Nos últimos tempos, o preço do cabaz de bens essenciais aumentou e estima-se que esteja agora nos 239 euros. Uma das razões é a guerra na Ucrânia que, desde que começou, aumentou em mais de 30% o valor dos produtos. As pessoas que dizem “Eu não gosto nada de ir às compras” geralmente são pessoas cujo orçamento familiar inclui, no máximo, mais um adulto, logo entre um iogurte da danone ou um de marca branca é um bocado indiferente. Porque um elemento de uma família de quatro ou cinco não tem alternativa. Não pode ter aquele discurso de amigo meio parvo que é “ai eu quando vou às compras é: leite, agarro no primeiro que me aparece. Arroz, é o que tiver à mão… eu quero é despachar-me”. É, Jorge? Para teres mais tempo para fazer o quê? A tua vida é tão interessante. Ficas com menos disponibilidade para estares no Instagram a fazer gostos sucessivos em fotos de miúdas que não conheces?
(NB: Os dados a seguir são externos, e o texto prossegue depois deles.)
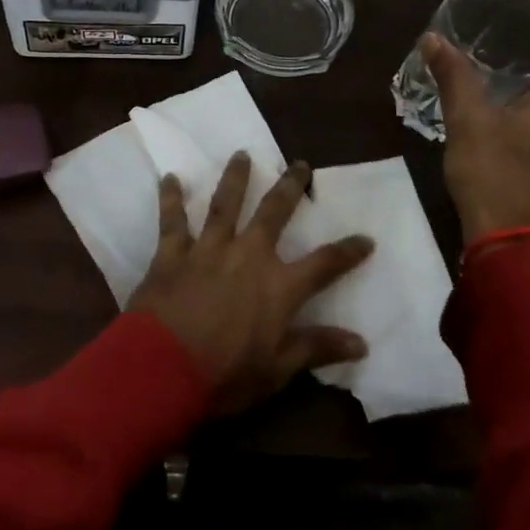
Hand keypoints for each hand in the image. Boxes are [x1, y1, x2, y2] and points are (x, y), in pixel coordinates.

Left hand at [127, 153, 373, 415]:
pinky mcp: (172, 252)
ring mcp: (208, 249)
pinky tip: (169, 177)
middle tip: (300, 164)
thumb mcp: (277, 370)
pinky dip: (170, 198)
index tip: (366, 238)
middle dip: (290, 187)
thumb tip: (361, 341)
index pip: (324, 264)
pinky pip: (172, 219)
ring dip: (235, 178)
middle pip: (274, 213)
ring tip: (242, 154)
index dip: (347, 251)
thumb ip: (316, 348)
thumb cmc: (225, 375)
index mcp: (278, 286)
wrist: (163, 367)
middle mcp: (247, 255)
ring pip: (224, 204)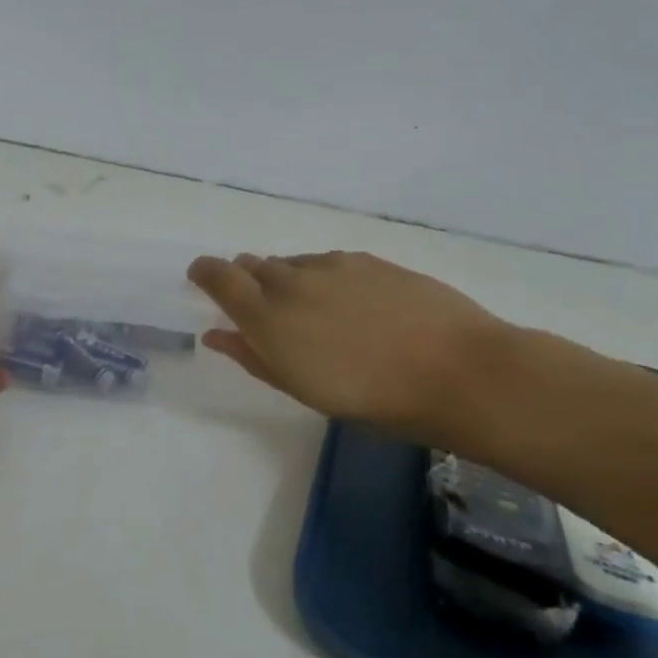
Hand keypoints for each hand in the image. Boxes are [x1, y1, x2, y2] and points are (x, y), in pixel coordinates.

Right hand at [186, 250, 516, 443]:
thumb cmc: (372, 398)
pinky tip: (348, 305)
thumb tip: (217, 333)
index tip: (201, 277)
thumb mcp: (302, 388)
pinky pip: (327, 263)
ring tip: (311, 313)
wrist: (457, 371)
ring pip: (292, 264)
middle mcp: (292, 279)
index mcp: (267, 315)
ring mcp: (332, 264)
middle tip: (261, 309)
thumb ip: (253, 356)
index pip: (218, 275)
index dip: (204, 272)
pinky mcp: (367, 259)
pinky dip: (321, 278)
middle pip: (252, 265)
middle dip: (246, 280)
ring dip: (286, 280)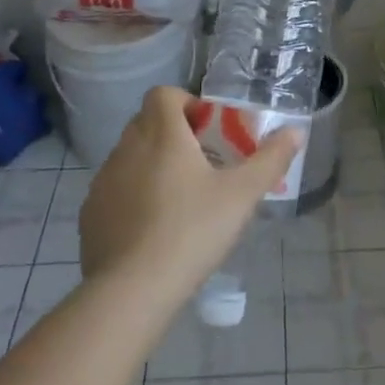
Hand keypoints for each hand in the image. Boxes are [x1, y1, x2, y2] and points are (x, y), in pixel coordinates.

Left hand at [79, 86, 302, 296]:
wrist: (131, 291)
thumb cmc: (192, 230)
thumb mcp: (242, 195)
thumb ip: (270, 159)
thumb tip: (295, 131)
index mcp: (162, 134)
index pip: (163, 94)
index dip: (186, 102)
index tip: (208, 129)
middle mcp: (127, 148)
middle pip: (146, 123)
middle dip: (173, 134)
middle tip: (201, 164)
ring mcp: (103, 181)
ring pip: (129, 156)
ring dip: (151, 164)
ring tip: (178, 199)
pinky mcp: (89, 214)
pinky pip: (114, 190)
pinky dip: (132, 196)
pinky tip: (152, 229)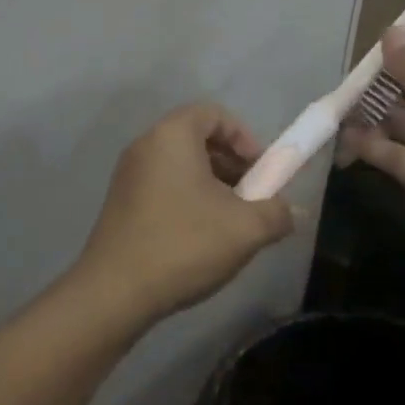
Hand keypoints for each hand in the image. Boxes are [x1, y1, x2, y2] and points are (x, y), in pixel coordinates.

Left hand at [70, 104, 295, 331]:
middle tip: (251, 197)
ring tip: (230, 221)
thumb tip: (288, 211)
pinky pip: (162, 182)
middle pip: (197, 136)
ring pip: (180, 163)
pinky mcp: (120, 200)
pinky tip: (200, 236)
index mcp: (172, 135)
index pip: (214, 113)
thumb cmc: (184, 244)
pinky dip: (187, 196)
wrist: (115, 290)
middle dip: (231, 162)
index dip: (244, 137)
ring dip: (211, 182)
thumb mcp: (245, 229)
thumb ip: (276, 212)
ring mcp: (128, 173)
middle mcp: (146, 144)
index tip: (261, 171)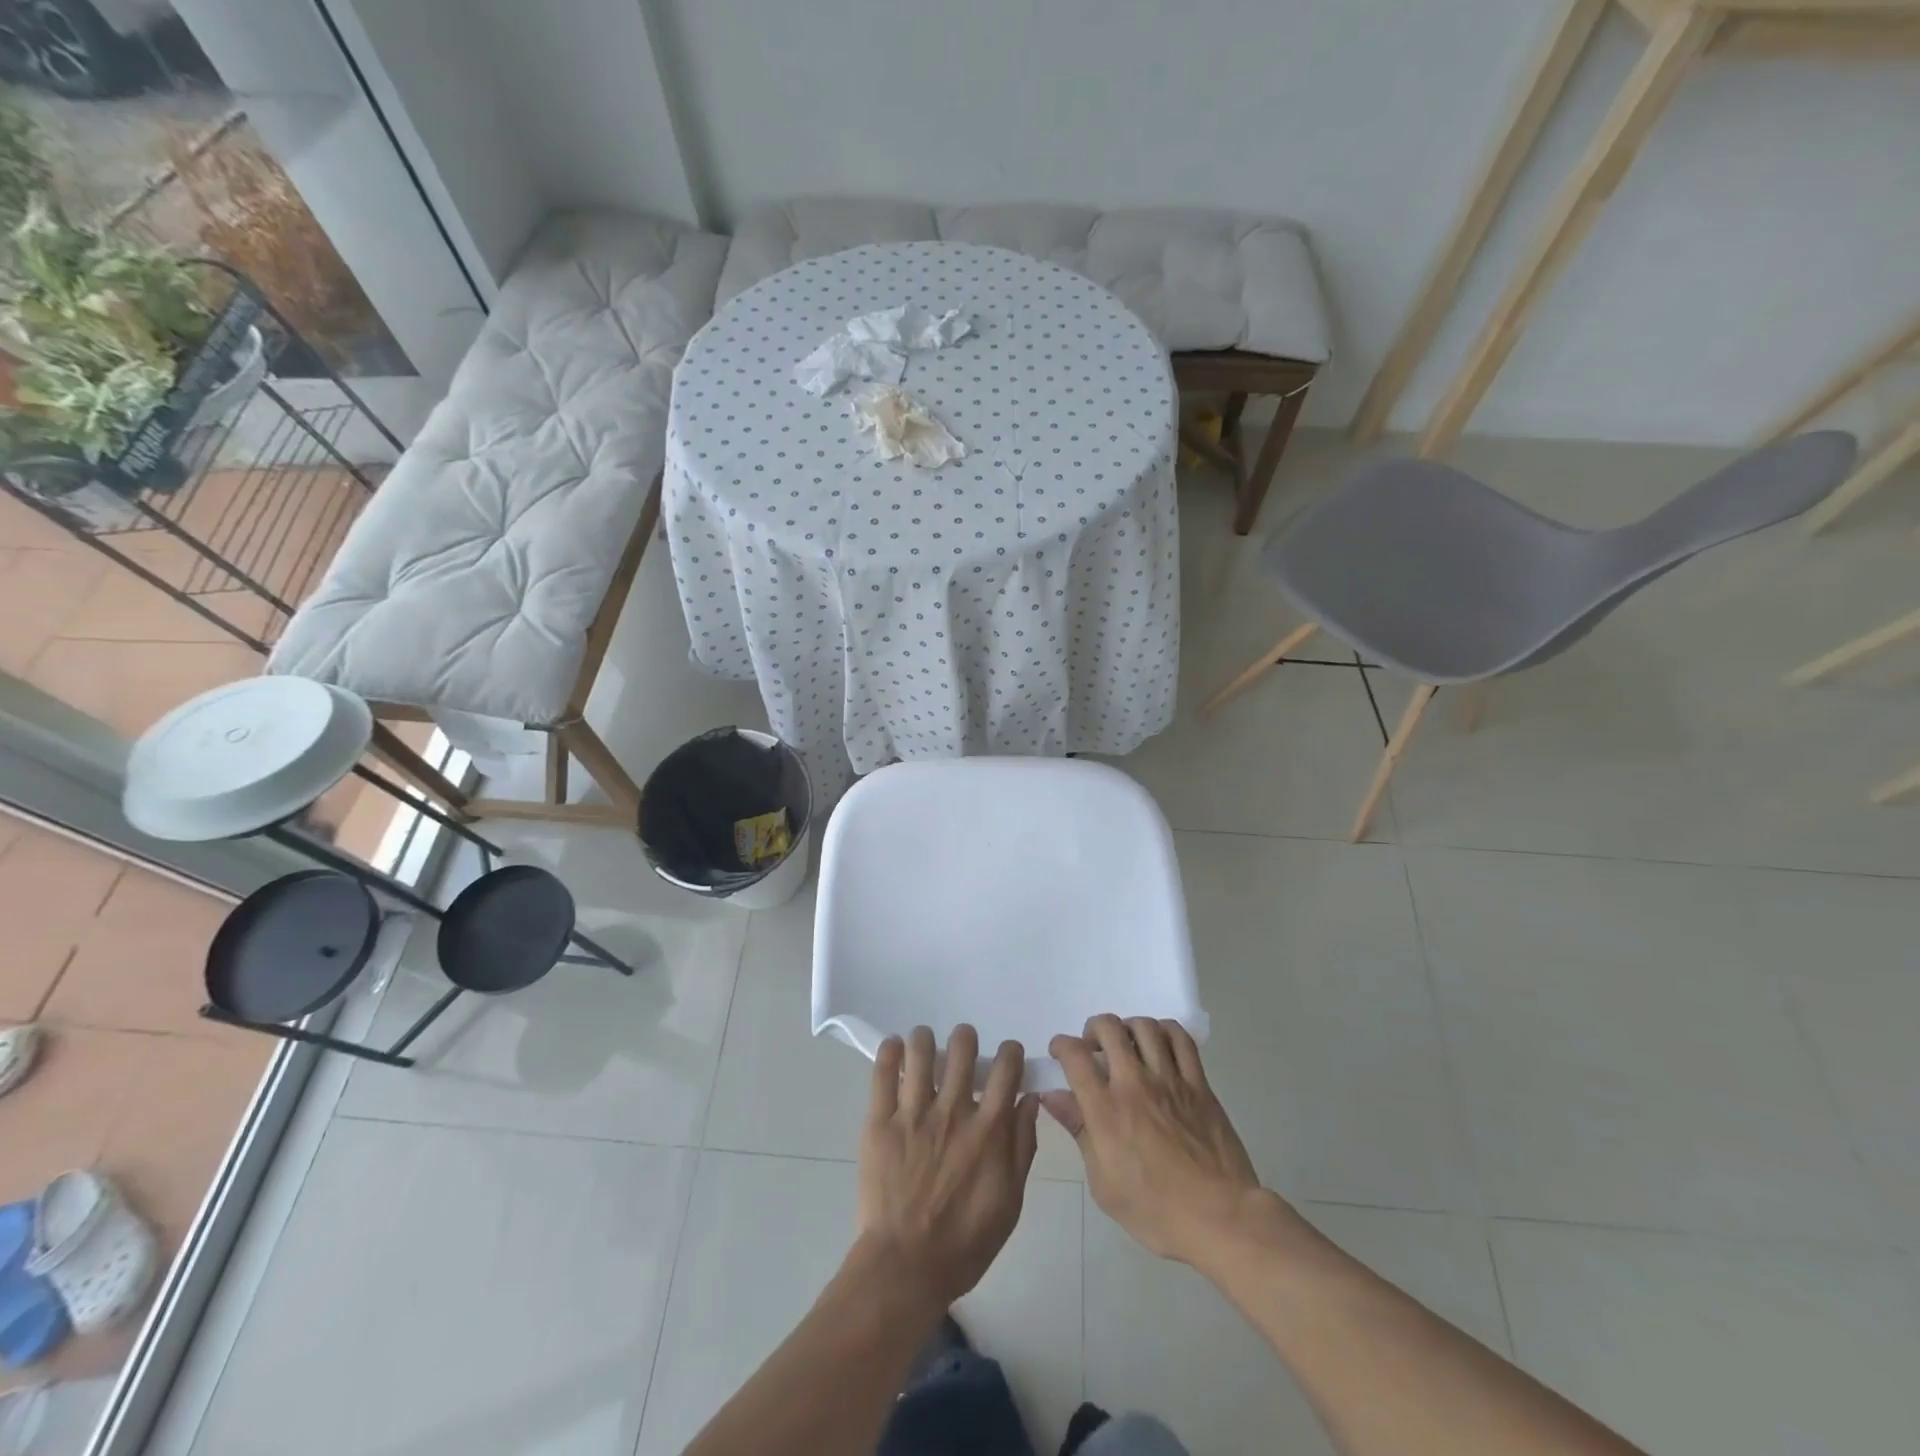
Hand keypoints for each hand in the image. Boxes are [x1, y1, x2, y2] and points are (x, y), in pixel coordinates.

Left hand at [854, 1024, 1040, 1307]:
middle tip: (962, 1048)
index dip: (1009, 1052)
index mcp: (988, 1129)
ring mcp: (914, 1113)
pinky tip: (896, 1047)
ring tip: (925, 1044)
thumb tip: (1029, 1099)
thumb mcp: (1010, 1201)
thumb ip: (1022, 1146)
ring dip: (926, 1039)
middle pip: (962, 1048)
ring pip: (921, 1050)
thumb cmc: (965, 1242)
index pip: (1006, 1068)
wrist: (905, 1267)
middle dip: (965, 1038)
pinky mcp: (880, 1121)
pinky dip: (890, 1051)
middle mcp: (953, 1111)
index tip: (1005, 1056)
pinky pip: (883, 1072)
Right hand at [1044, 1014, 1276, 1265]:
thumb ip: (1079, 1131)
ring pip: (1144, 1027)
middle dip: (1093, 1030)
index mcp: (1106, 1109)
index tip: (1060, 1053)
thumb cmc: (1156, 1211)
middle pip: (1108, 1028)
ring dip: (1128, 1028)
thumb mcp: (1104, 1183)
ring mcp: (1170, 1079)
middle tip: (1094, 1048)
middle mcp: (1134, 1083)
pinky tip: (1160, 1044)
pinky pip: (1181, 1040)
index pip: (1075, 1055)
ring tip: (1127, 1044)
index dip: (1061, 1045)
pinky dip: (1165, 1031)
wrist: (1221, 1217)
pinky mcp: (1199, 1084)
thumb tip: (1053, 1096)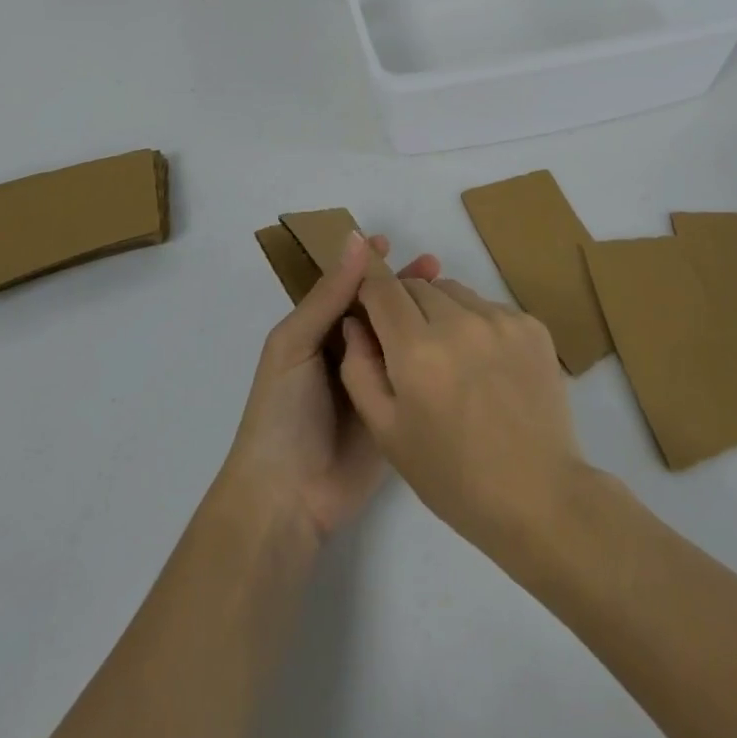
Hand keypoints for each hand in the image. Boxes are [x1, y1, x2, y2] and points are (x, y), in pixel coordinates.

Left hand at [219, 232, 439, 545]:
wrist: (288, 498)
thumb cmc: (282, 411)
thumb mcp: (295, 344)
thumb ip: (328, 295)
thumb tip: (356, 239)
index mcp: (317, 331)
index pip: (347, 287)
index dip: (367, 265)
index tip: (392, 242)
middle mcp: (345, 351)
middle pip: (378, 309)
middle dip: (401, 285)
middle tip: (435, 265)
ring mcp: (371, 381)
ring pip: (398, 337)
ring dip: (419, 315)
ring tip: (450, 294)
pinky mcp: (393, 410)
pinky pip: (412, 375)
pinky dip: (430, 354)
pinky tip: (453, 339)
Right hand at [338, 273, 582, 556]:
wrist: (538, 496)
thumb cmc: (452, 475)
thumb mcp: (386, 432)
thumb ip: (359, 368)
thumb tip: (355, 322)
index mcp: (417, 350)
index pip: (382, 286)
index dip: (369, 287)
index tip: (368, 303)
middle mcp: (459, 322)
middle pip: (418, 286)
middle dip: (404, 305)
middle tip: (410, 348)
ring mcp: (500, 319)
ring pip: (454, 291)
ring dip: (442, 311)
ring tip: (451, 358)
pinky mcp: (531, 325)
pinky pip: (488, 306)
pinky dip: (477, 323)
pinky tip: (485, 365)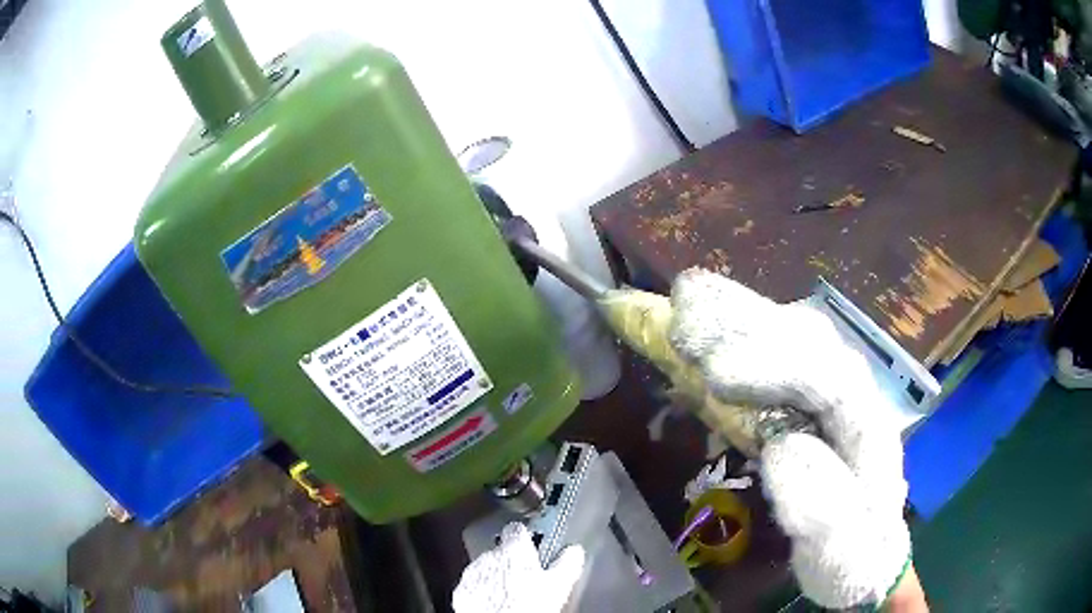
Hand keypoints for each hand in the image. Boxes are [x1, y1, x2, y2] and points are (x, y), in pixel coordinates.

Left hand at [453, 523, 584, 612]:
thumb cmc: (526, 605)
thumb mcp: (559, 584)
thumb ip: (567, 562)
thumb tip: (574, 552)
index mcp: (514, 549)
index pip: (518, 529)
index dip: (527, 537)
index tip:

Bom, mas como se não bastasse os aumentos de artigos como o óleo ou a farinha por causa da guerra, agora há uma gripe das aves que tem levado ao abate de milhares de galinhas e o preço dos ovos subiu pela terceira semana consecutiva. Estas movimentações nos mercados dos frescos são muito semelhantes ao mercado de ações, mas a diferença é que aqui a bolsa vai cada vez mais vazia. Uma dúzia de ovos está a três euros e meio. E isso são as caixas de ovos mais baratas. A surpresa que foi descobrir a categoria dos ovos mais caros: “galinhas criadas no solo” e “galinhas criadas ao ar livre”. Eu achava que todas as galinhas eram criadas no solo, mas aparentemente existe a categoria “Galinhas criadas sabe Deus como”. São galinhas que tiveram pais muito ausentes e que foi um mero acaso não terem virado strippers. Eu confesso que desde que percebi que há galinhas que não são criadas no chão e que há galinhas que foram criadas no chão, mas que nunca viram o sol, que me emociono sempre que vejo o filme “A fuga das galinhas”. (Da próxima vez que forem às compras, vejam o carimbo inscrito nos ovos e escolham idealmente a caixa que começa com PT0, depois podem ir até ao PT1 e no máximo PT2 que são provenientes de galinhas criadas no solo, embora seja o chão de um pavilhão). É este tipo de dicas que vocês também levam daqui.
O ovo é um dos alicerces deste país. É um pilar que nos mantém de pé. Sabem porque é que a galinha atravessou a estrada? Para vir para Portugal porque a estrada era a nacional 332 que faz fronteira com Vilar Formoso e ela era uma galinha poedeira. O nosso receituário prova que o ovo sempre foi uma proteína privilegiada pelas classes mais baixas e trabalhadoras. Pratos como açorda ou ervilhas com ovos, de repente, são exclusivos para dias de festa. Depois, se acabam os ovos, a nossa doçaria desaparece. Dá-me ovo, dá-me açúcar e outra coisa qualquer e temos uma receita que enche o olho e o bandulho. Todo este aumento que faz com que um ovo de galinha esteja quase ao preço de um ovo Kinder torna o pão de ló e o folar nos símbolos mais burgueses de uma mesa pascal. Se quisermos mostrar que estamos mesmo muito bem na vida, é um pão de ló e um abade de Priscos. Se vos mostrarem um pão de ló e um molotof, não se deixem enganar porque são losers que não quiseram desperdiçar as claras.
Entretanto, se as pessoas começarem a ter galinheiros na varanda, não se atrevam a denunciar ao condomínio porque é uma prioridade nacional. O povo português é conhecido por ser desenrascado, por isso, se há povo que sobrevive a estas privações e desafios globais somos nós. A História ensinou-nos a nunca contarmos com o ovo no cu da galinha e ao longo do tempo tornámo-nos especialistas a fazer omeletes sem ovos.